Most valued helping relationship today: I was riding my bicycle to work and noticed a  poor Golf  driver with his messenger bag on the top of his car. 4 stop lights later I was able to catch him, knock on his window amidst the confusion of traffic and throw the bag in the car. Hope nothing broke. I liked it because it was a mostly silent exchange. There were no strings attached on either end, no public recognition to be had. Just a friendly action with a 20 second life span. If I had powers, I would alter all of my 'random acts of kindness' to be silent and invisible. Sometimes the layers of social exchange are too complex and overwhelming and  I am paralyzed by their magnitude to do anything nice because nice is far to simplistic.

Today I want my internship to be over. My boss man has spent an annoyingly long time stammering out confused instructions about a damn workforce housing report. I think that Jesus filled him with a  desire to deposit the checks at the bank because I was about ready to throw acid on him. Not that I have acid or actually would want to harm him, I was just annoyed.

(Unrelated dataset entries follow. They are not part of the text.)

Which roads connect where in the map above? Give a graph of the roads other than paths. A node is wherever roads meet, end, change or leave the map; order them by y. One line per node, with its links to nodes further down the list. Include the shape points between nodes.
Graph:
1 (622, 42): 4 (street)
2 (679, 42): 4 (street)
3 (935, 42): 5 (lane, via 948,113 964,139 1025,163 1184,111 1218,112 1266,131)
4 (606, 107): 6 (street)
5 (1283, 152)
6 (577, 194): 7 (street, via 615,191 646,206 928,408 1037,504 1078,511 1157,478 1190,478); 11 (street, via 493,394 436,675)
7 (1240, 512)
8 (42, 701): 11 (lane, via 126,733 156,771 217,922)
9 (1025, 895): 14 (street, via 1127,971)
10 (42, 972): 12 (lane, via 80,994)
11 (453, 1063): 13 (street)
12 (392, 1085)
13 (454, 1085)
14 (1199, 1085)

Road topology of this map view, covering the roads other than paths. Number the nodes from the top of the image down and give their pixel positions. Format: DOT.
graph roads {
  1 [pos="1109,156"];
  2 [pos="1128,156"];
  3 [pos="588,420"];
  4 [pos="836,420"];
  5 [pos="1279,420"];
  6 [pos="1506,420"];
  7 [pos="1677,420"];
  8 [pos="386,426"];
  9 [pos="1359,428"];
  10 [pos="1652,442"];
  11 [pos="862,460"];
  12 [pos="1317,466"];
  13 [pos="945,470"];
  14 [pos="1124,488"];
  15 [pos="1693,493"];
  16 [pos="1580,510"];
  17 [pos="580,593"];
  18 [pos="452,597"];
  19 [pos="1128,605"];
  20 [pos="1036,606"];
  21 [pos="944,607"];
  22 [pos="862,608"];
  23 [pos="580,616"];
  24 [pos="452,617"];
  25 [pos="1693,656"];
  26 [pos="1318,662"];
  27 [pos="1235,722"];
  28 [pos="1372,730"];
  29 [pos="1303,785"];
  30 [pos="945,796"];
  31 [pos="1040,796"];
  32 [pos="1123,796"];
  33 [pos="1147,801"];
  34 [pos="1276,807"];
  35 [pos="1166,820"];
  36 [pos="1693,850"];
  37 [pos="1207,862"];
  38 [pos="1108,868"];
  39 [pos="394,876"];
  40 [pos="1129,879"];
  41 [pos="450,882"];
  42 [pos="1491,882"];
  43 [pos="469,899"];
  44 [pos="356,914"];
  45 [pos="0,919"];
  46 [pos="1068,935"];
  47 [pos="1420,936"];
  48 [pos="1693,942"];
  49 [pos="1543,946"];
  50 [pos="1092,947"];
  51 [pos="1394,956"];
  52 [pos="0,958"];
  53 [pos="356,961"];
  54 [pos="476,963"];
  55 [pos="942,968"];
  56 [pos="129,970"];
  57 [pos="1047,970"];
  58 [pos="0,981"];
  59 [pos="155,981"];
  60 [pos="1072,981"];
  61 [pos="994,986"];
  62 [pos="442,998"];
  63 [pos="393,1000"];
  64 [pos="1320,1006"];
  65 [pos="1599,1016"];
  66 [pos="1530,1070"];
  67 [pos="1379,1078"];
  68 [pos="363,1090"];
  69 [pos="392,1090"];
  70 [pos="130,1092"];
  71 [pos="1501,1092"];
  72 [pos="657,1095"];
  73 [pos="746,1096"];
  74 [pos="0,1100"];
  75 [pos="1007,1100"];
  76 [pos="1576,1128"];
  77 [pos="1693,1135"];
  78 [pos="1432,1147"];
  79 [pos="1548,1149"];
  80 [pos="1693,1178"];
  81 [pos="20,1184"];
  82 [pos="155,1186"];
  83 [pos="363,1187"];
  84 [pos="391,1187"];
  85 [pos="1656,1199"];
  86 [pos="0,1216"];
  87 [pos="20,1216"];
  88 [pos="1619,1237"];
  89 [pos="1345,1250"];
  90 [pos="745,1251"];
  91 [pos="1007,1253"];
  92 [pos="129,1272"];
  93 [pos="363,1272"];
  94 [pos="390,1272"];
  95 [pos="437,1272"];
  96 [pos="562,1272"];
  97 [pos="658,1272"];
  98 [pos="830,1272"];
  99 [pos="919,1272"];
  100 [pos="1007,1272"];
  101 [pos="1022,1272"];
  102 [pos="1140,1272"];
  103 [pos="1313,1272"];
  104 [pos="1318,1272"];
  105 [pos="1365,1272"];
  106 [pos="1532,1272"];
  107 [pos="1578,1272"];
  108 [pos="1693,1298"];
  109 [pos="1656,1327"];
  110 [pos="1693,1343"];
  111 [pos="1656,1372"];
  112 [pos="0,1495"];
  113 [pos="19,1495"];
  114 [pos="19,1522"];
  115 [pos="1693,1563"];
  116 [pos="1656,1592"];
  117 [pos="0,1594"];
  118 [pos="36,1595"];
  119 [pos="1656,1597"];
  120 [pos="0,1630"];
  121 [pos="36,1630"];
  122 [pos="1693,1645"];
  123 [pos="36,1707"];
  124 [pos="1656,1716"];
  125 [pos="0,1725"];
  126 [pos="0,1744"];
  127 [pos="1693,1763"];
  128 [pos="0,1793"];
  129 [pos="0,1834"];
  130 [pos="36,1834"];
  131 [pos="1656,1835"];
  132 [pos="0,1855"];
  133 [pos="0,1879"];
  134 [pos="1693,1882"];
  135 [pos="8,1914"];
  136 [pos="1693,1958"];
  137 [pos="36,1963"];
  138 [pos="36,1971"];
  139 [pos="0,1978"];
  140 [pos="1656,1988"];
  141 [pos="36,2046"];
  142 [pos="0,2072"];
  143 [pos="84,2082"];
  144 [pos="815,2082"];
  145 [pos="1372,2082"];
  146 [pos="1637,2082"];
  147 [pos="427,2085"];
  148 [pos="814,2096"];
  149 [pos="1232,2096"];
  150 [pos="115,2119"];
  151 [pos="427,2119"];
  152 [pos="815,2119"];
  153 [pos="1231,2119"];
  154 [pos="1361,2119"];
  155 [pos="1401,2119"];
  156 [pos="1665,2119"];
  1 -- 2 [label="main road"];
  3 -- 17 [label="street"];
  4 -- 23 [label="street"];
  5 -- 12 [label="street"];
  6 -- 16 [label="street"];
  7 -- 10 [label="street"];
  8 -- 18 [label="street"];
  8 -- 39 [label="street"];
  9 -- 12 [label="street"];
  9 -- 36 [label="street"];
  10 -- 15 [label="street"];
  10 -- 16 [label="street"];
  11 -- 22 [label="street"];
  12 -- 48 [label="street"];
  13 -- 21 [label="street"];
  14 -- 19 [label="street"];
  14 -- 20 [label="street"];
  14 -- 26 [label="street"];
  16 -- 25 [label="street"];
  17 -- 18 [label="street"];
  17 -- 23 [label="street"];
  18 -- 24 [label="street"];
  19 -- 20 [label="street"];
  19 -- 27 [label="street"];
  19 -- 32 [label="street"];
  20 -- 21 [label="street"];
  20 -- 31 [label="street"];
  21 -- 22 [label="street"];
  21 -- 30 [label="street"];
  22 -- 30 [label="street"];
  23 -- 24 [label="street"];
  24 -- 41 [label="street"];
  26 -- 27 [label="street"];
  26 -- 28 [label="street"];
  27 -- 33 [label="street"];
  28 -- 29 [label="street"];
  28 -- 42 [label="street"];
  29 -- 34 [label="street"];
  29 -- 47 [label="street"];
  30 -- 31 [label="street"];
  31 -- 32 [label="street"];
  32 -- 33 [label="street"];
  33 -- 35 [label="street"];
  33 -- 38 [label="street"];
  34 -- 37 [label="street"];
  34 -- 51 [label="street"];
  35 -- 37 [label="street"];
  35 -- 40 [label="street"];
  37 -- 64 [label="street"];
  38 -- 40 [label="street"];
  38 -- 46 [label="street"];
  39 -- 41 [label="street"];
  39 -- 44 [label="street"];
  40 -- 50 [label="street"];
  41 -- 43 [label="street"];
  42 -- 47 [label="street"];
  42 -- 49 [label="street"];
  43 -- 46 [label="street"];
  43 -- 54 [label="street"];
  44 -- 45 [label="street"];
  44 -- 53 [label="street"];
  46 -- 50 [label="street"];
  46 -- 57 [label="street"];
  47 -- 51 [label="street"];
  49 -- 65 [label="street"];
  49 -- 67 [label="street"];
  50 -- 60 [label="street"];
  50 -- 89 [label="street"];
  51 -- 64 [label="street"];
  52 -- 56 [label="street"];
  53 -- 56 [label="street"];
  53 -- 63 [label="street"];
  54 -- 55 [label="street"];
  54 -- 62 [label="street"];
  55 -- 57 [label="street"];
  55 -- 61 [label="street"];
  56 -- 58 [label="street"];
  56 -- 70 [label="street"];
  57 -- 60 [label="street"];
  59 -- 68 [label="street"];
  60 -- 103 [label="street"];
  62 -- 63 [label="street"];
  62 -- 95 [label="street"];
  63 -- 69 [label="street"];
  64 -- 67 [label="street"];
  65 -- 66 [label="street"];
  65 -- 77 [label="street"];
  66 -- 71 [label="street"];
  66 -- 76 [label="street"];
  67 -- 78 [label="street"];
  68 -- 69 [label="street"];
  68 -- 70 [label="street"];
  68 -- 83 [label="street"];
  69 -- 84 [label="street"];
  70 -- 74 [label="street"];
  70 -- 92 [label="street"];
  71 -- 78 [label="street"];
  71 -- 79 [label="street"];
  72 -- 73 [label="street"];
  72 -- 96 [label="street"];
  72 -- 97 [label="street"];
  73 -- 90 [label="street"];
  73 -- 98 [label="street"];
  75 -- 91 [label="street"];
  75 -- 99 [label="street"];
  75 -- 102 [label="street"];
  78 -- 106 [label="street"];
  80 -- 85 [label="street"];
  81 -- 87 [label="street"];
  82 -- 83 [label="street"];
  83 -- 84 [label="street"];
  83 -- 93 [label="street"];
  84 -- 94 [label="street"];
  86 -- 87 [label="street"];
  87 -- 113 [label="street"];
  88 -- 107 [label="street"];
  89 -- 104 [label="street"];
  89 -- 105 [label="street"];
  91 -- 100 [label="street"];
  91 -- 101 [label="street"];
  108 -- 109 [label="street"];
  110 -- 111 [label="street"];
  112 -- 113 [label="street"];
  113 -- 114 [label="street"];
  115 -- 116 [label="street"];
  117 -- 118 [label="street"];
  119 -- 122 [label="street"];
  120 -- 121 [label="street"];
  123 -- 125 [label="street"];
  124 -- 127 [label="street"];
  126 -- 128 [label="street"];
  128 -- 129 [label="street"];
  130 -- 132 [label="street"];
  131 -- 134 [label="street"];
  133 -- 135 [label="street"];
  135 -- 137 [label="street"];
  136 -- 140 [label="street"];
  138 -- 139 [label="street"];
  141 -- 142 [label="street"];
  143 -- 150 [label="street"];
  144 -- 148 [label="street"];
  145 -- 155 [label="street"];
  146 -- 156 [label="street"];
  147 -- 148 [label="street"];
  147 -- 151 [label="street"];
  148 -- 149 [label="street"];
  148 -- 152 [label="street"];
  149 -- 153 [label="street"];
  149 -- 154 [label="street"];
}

I love people. I don't mind making decisions. Large groups of people often cannot make decisions. Maybe I want a vacation with someone else where we do things but it doesn't feel like a constant pause... then a passive, vague dialog... then an exchange of indifferences... then one of us getting irritated enough to fling a decision forward just so that we can progress. The absence of decision making sounds like an island vacation (or something relaxing. Think of relaxing imagery and slow breathing.)

8.23.2008

..three

  • The struggle between individualism and communal life is ever present. I have definitely felt the tension this living situation and social situations this year but have started noticing in many other areas as well. Identifying a person by their race or any other social grouping can be harmful, placing  too much weight on the community one inhabits instead of their individual distinctions and characteristic. The other side of the coin is our desire to belong. We always want to be in the  know, invited, and regarded worthy of inclusion. Finding the delicate balance of these two worlds is difficult enough in my own life but being sensitive to  it in others can often be a daunting task.
  • I have been increasingly disturbed by the notion that people want to be like God. I realize that there are hundreds of biblical passages that affirm this longing but I think that it can easily be skewed. My biggest fear is the dichotomy it places in my life. If I am to become more God like I need to decrease in resemblance of myself. I don't know if this is exactly what the bible means when it mandates things such as, "Be holy as your Father in Heaven is holy."  I think all of  this can  happen within a context of self acceptance and love. If my ultimate end is to become a miniature God figurine then I should despise and reject almost all of me. I don't really want to become God or Godlike.  I want to be in  love with God and I want be shaped and purposed by them, but I  do not have aspirations of divinity. I think that they can handle it themselves.
  • Having sick friends sucks. > Mostly just because I can't really stand the game of information competition that sometimes happens. It seems as though, when a person has a medical ailment that word gets passed around and people know things  and people where there and people where called. Maybe this isn't something that other people deal with, it may just be a personal quirk,  but I find that I often feel socially displaced and uncomfortable when a friend is sick.  I also feel like sometimes it is a situation where this is an invisible, ideal response that people should have, filled with wisdom, decisiveness, and compassion. I always feel like there some great standard that I should achieve,  but never quite reach. People should just not be sick.